Barclays Plc’s John McFarlane has pulled out his old songbook at his new job.
In firing Barclays Chief Executive Officer Antony Jenkins and stepping in as executive chairman of Britain’s second-largest bank, McFarlane is repeating the same tough stance he took at U.K. insurer Aviva Plc three years earlier.
“I am decisive and that’s fair enough,” the straight-talking Scotsman said on conference call with journalists on Wednesday. “The Aviva situation and this situation has a lot of parallels.”
McFarlane, 68, has built a reputation as a turnaround artist, first at Australia & New Zealand Banking Group Ltd., then at Aviva, the U.K.’s second-largest insurer by market value. Just three months into the job at Barclays, McFarlane has been hired to fix a bank damaged by scandal and in need of deeper cost cuts to meet its profitability targets.
McFarlane has boosted the share prices of the companies he has run: Aviva’s stock jumped more than 80 percent under him and ANZ saw the shares triple in his 10 years as CEO. Since his appointment in September, Barclays has gone from being one of the worst performing lenders on the London Stock Exchange to the one of the best.

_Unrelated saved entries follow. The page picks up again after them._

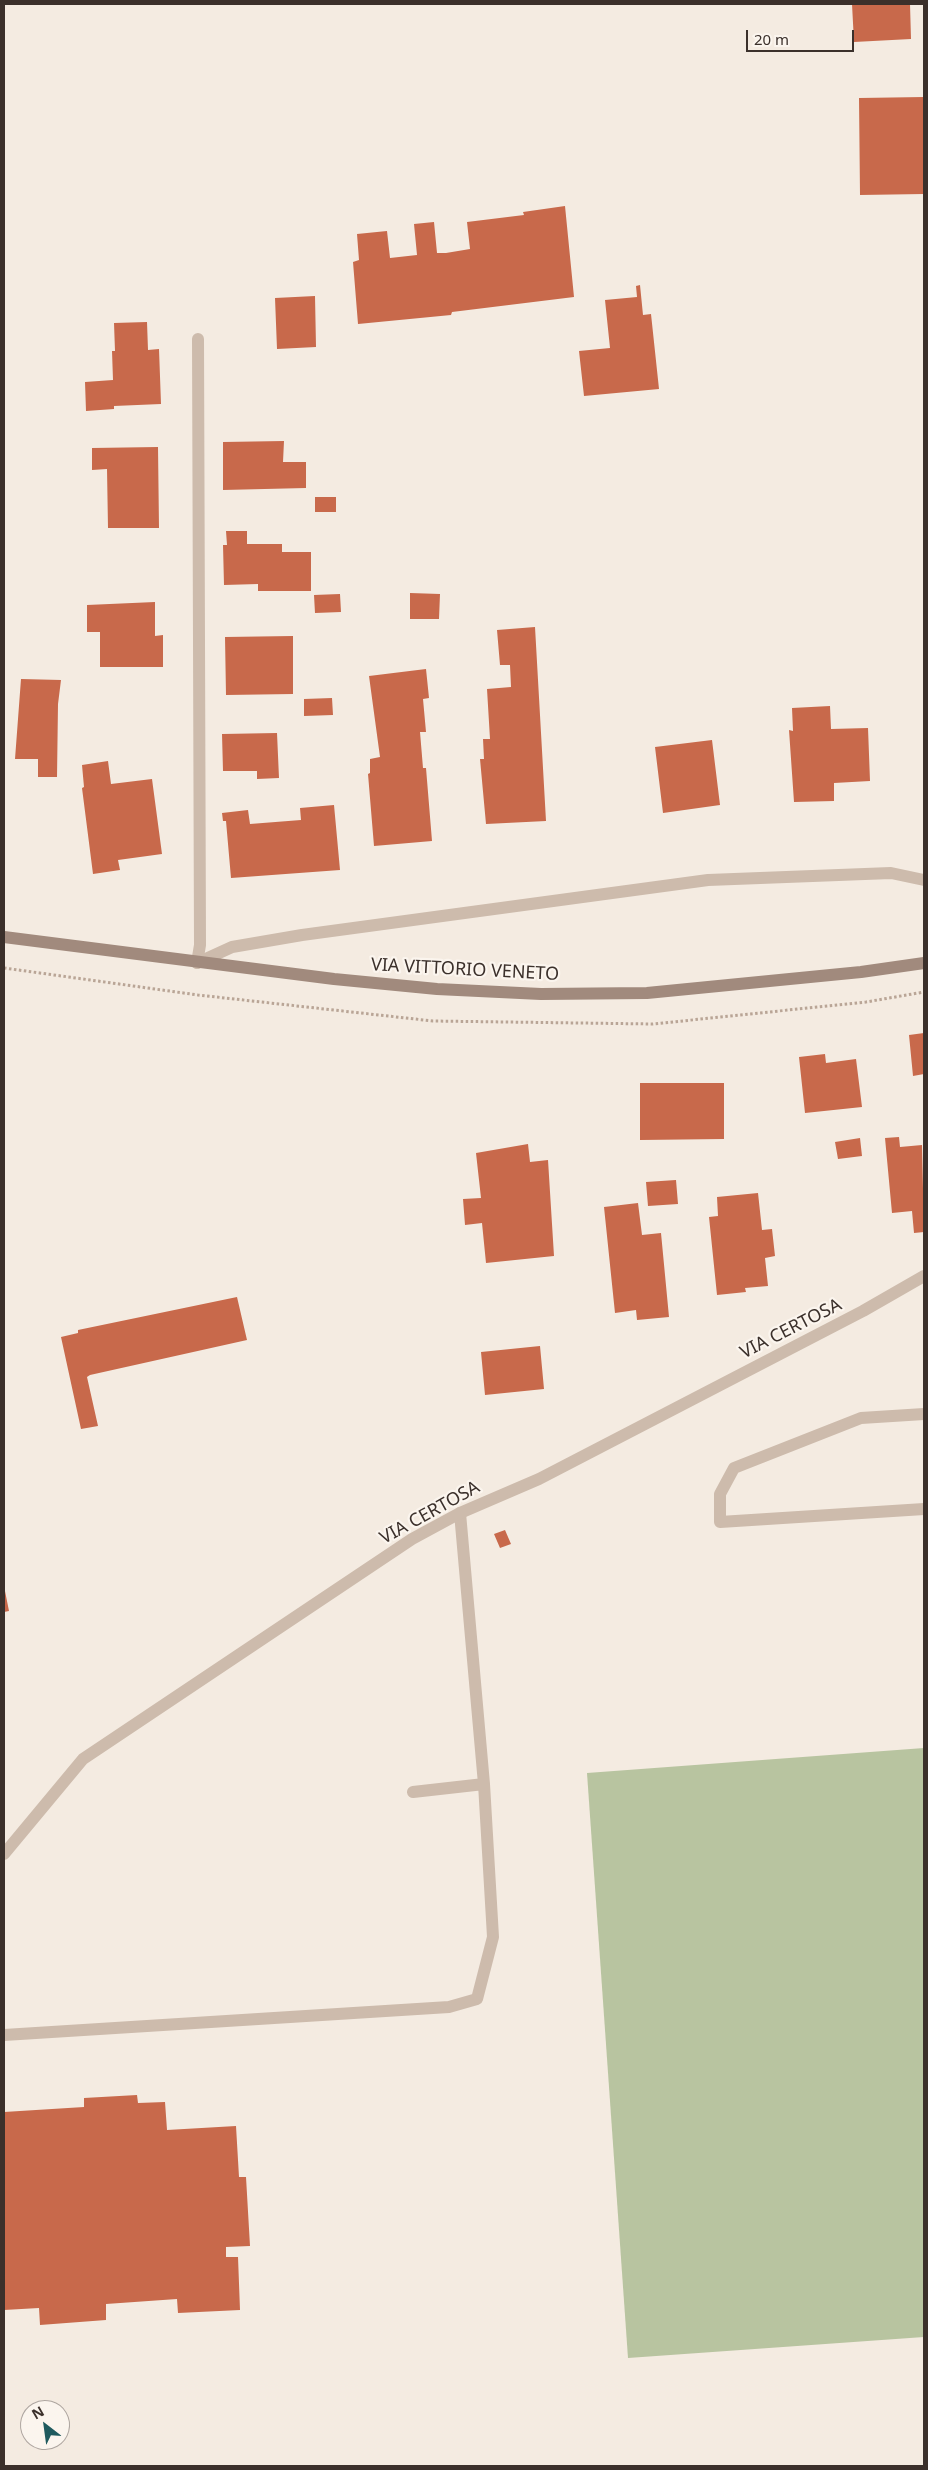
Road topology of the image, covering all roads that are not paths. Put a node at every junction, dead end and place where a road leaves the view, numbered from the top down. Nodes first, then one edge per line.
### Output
1 (198, 339) dead end
2 (924, 880) edge
3 (4, 937) edge
4 (197, 963) junction
5 (924, 963) edge
6 (924, 1276) edge
7 (924, 1414) edge
8 (924, 1509) edge
9 (460, 1513) junction
10 (484, 1784) junction
11 (413, 1792) dead end
12 (4, 1854) edge
13 (4, 2035) edge

1 - 4 street
2 - 4 street
3 - 4 main road, VIA VITTORIO VENETO
4 - 5 main road, VIA VITTORIO VENETO
6 - 9 street, VIA CERTOSA
7 - 8 street
9 - 10 street
9 - 12 street, VIA CERTOSA
10 - 11 street
10 - 13 street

But his history of deep cuts and firing CEOs has also earned McFarlane, who sang in a rock group called the Sekrets in the 1960s, the unwanted nickname “Mack the Knife.”

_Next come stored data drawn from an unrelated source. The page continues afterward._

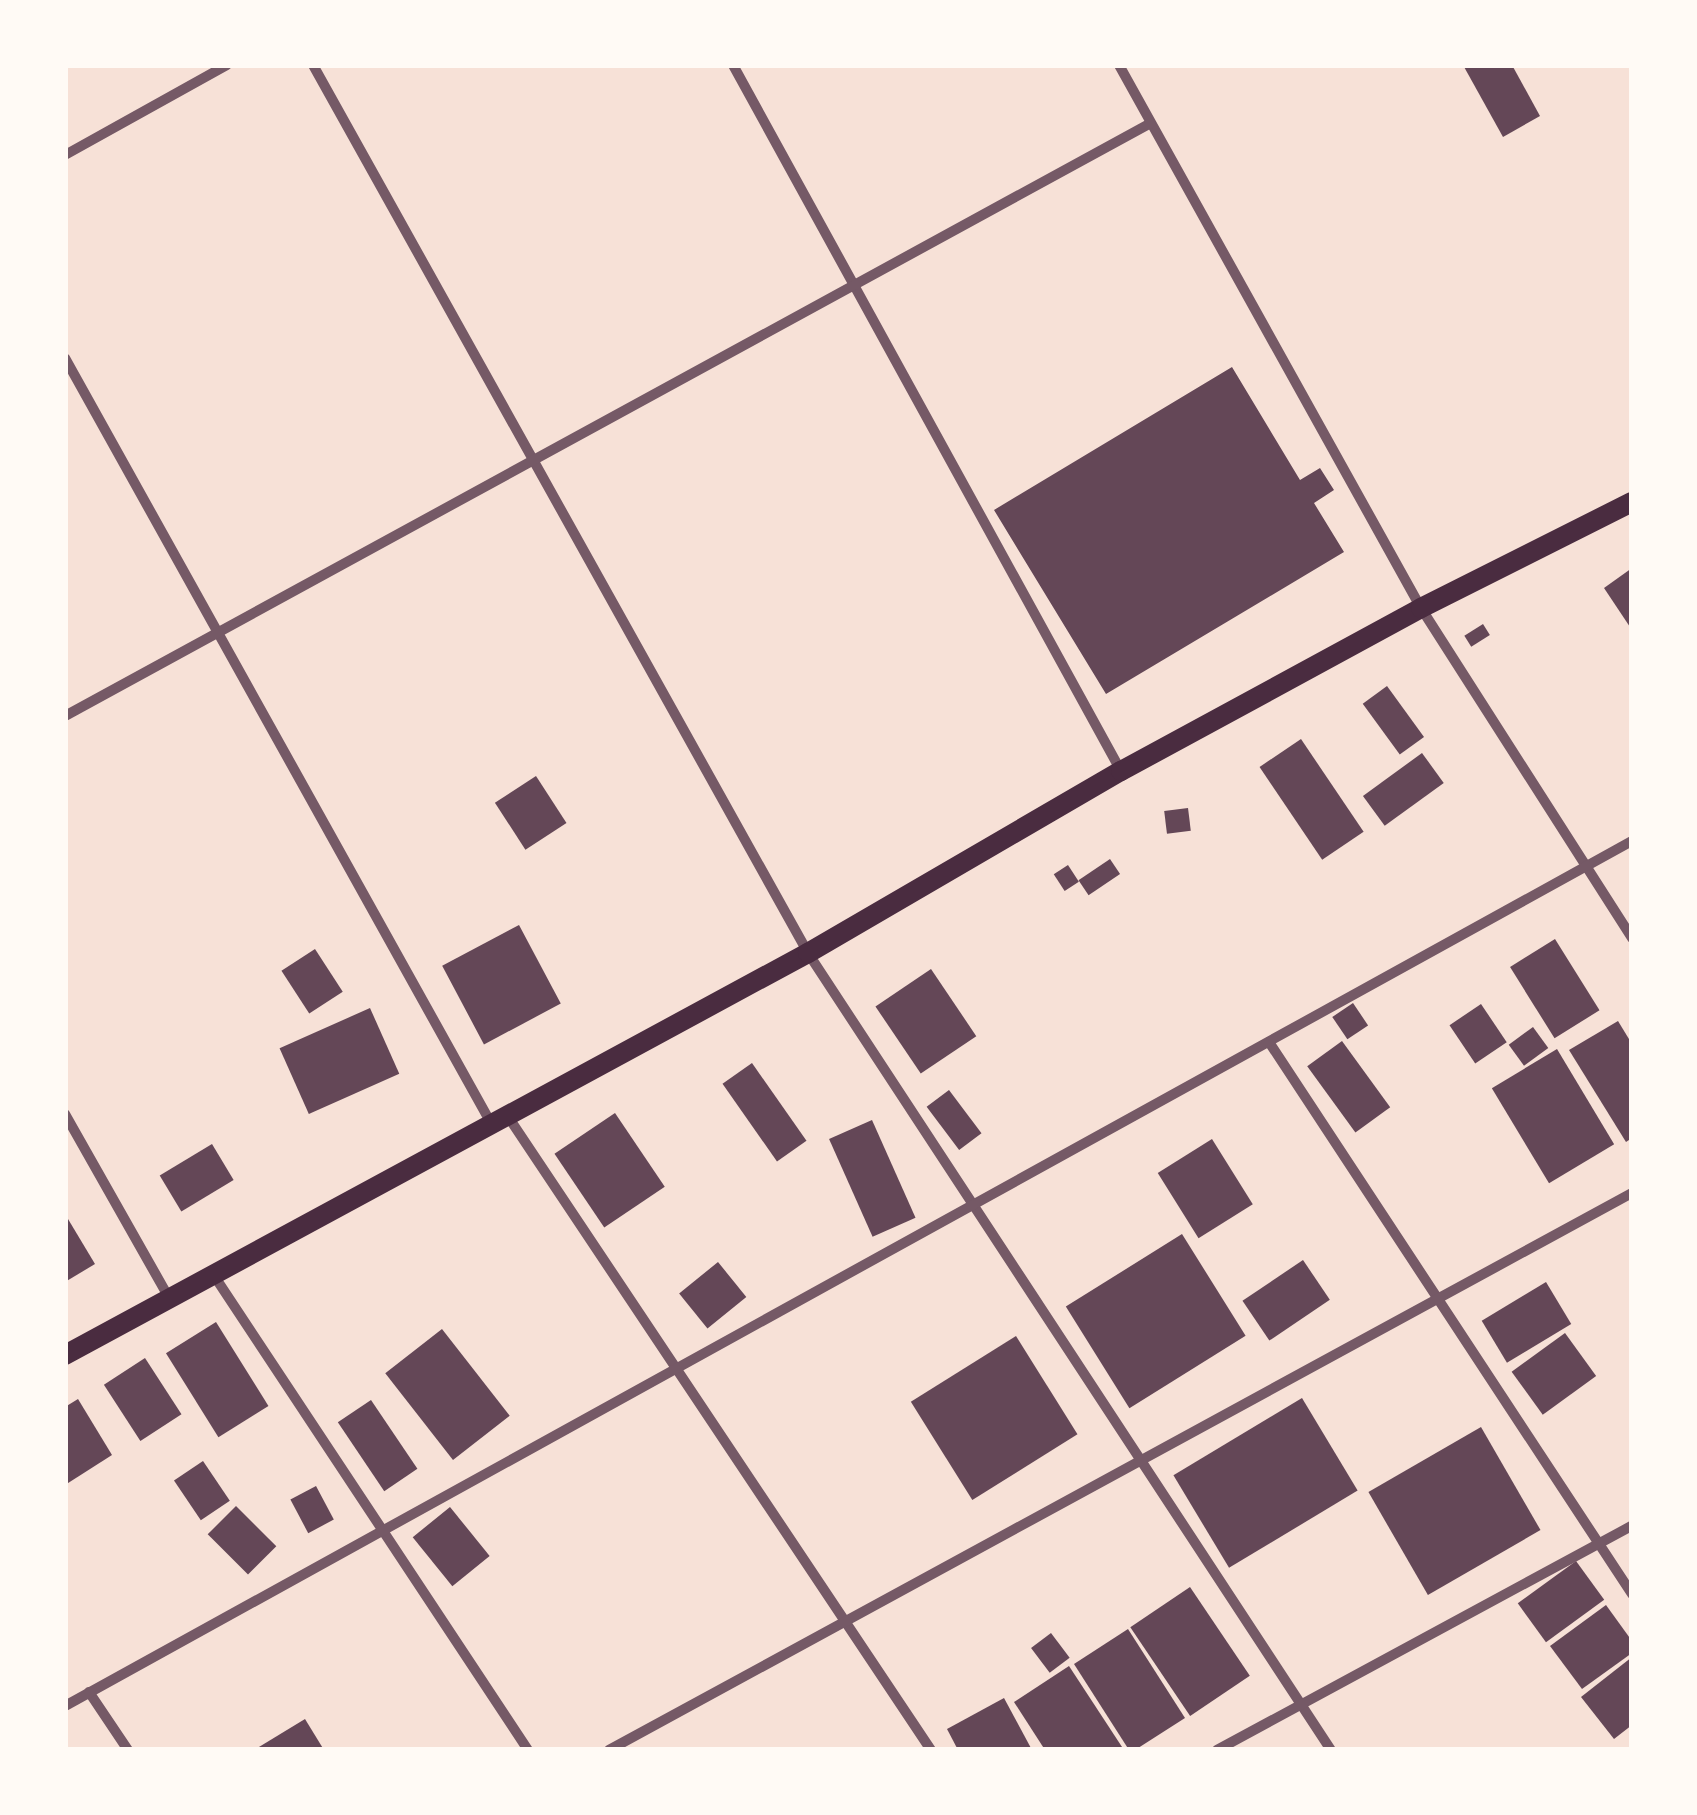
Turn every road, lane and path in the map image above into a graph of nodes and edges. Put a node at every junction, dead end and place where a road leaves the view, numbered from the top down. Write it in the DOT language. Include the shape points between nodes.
graph roads {
  1 [pos="227,65"];
  2 [pos="313,65"];
  3 [pos="733,65"];
  4 [pos="1119,65"];
  5 [pos="1151,123"];
  6 [pos="65,155"];
  7 [pos="853,283"];
  8 [pos="65,358"];
  9 [pos="533,460"];
  10 [pos="1632,502"];
  11 [pos="1422,608"];
  12 [pos="218,632"];
  13 [pos="65,716"];
  14 [pos="1121,771"];
  15 [pos="1632,841"];
  16 [pos="1585,867"];
  17 [pos="1632,938"];
  18 [pos="808,953"];
  19 [pos="1269,1042"];
  20 [pos="65,1114"];
  21 [pos="499,1118"];
  22 [pos="1632,1193"];
  23 [pos="971,1207"];
  24 [pos="212,1274"];
  25 [pos="169,1298"];
  26 [pos="1438,1299"];
  27 [pos="65,1355"];
  28 [pos="674,1370"];
  29 [pos="1140,1461"];
  30 [pos="1632,1526"];
  31 [pos="382,1532"];
  32 [pos="1598,1544"];
  33 [pos="1632,1594"];
  34 [pos="845,1622"];
  35 [pos="89,1692"];
  36 [pos="1301,1705"];
  37 [pos="65,1706"];
  38 [pos="128,1750"];
  39 [pos="528,1750"];
  40 [pos="609,1750"];
  41 [pos="931,1750"];
  42 [pos="1217,1750"];
  43 [pos="1331,1750"];
  1 -- 6 [label="street"];
  2 -- 9 [label="street"];
  3 -- 7 [label="street"];
  4 -- 5 [label="street"];
  5 -- 7 [label="street"];
  5 -- 11 [label="street"];
  7 -- 9 [label="street"];
  7 -- 14 [label="street"];
  8 -- 12 [label="street"];
  9 -- 12 [label="street"];
  9 -- 18 [label="street"];
  10 -- 11 [label="main road"];
  11 -- 14 [label="main road"];
  11 -- 16 [label="street"];
  12 -- 13 [label="street"];
  12 -- 21 [label="street"];
  14 -- 18 [label="main road"];
  15 -- 16 [label="street"];
  16 -- 17 [label="street"];
  16 -- 19 [label="street"];
  18 -- 21 [label="main road"];
  18 -- 23 [label="street"];
  19 -- 23 [label="street"];
  19 -- 26 [label="street"];
  20 -- 25 [label="street"];
  21 -- 24 [label="main road"];
  21 -- 28 [label="street"];
  22 -- 26 [label="street"];
  23 -- 28 [label="street"];
  23 -- 29 [label="street"];
  24 -- 25 [label="main road"];
  24 -- 31 [label="street"];
  25 -- 27 [label="main road"];
  26 -- 29 [label="street"];
  26 -- 32 [label="street"];
  28 -- 31 [label="street"];
  28 -- 34 [label="street"];
  29 -- 34 [label="street"];
  29 -- 36 [label="street"];
  30 -- 32 [label="street"];
  31 -- 35 [label="street"];
  31 -- 39 [label="street"];
  32 -- 33 [label="street"];
  32 -- 36 [label="street"];
  34 -- 40 [label="street"];
  34 -- 41 [label="street"];
  35 -- 37 [label="street"];
  35 -- 38 [label="street"];
  36 -- 42 [label="street"];
  36 -- 43 [label="street"];
}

“Isn’t ‘knife’ the wrong connotation here?” the silver-haired McFarlane, who speaks with a brusque Scottish accent, said Wednesday. “I mean, tripling the market cap and doubling the stock price isn’t about knives, it’s about an accelerator.”
At Barclays, Jenkins, 53, set up a bad bank, eliminated thousands of jobs and sold assets to bolster earnings. His efforts failed to have a quick impact, with the securities unit reporting a 2.7 percent return on equity in 2014, down from 8.2 percent a year earlier and below the group target of 12 percent.
That’s the least profitable of the bank’s four units, and some analysts have said Barclays will struggle to meet its profitability targets unless it deepens investment bank cuts. McFarlane said on Wednesday he sees a need to accelerate capital generation, while signaling more job cuts and branch closings.
McFarlane “comes with a good reputation, and I would back him in his decision,” said David Smith, a fund manager at Henderson Group Plc in London, which oversees 89.5 billion pounds ($138 billion) in assets. “The announcement has come as a surprise this morning, but not completely unexpected with returns from the investment banking division still disappointing.”
McFarlane was born in Dumfries, a market town 15 miles north of the border with England where Scotland’s national poet Robert Burns died, and was educated at Edinburgh University. He joined Ford Motor Co. before moving to Citigroup Inc.’s U.K. division, where over an 18-year career at the bank, he rose to become its chairman.
He then spent four years living between London and Hong Kong, working for Standard Chartered Plc before arriving as CEO at ANZ in Melbourne. After leaving ANZ Bank he joined Royal Bank of Scotland Group Plc as a non-executive director in 2008 after it received the world’s biggest bank bailout. He stepped down in 2012 to take the Aviva job.
At Aviva, McFarlane joined a company that was beset by Europe’s debt crisis and had seen a shareholder rebellion force the resignation of CEO Andrew Moss. Within months, he initiated a strategic review that included asset sales and job losses, before installing Mark Wilson as CEO.
Employees at Aviva say McFarlane was quick to identify what was wrong with the insurer and in setting out a plan to fix it, including erasing layers of management and reducing the global footprint. He helped sell the U.S. life unit to Apollo Global Management for $2.6 billion.
By the end of 2013, Aviva’s economic capital ratio had improved to 182 percent from 130 percent at the end of 2011.
When McFarlane joined ANZ in 1997, the lender was losing money in Asia, had the highest costs of any local bank and had lost A$200 million ($148 million) trading Russian bonds in London. Within four years, the bank had the lowest cost-to-income ratio of all of Australia’s lenders and its return on equity improved 5 percentage points to 20.1 percent.
McFarlane cut ANZ’s lending in Asia to less than $8 billion as he focused on its Australian customers. He was also known to perform Bruce Springsteen songs on his guitar at staff parties.
In addition to running first Aviva and now Barclays, McFarlane has quickly taken on a central role in London’s financial district. In June, he was named chairman of lobby group TheCityUK just as the financial-services industry braces for a referendum on the Britain’s European Union membership.
Read this next:
- Barclays's McFarlane Ousts CEO, Signals Deeper Cost Cuts
- Britain’s Stocks Rise Before Budget With Barclays, Tesco Leading
- Jenkins Joins Roster of Former CEOs as Banks Look for New Skills
McFarlane is well aware of his reputation as a cost-cutter.
“Look to my track record in how I execute these things and it’s largely about returns and not just cutting costs,” he said Wednesday. “I don’t just come in and fire CEOs. I had very good working relationships with the CEO at Aviva.”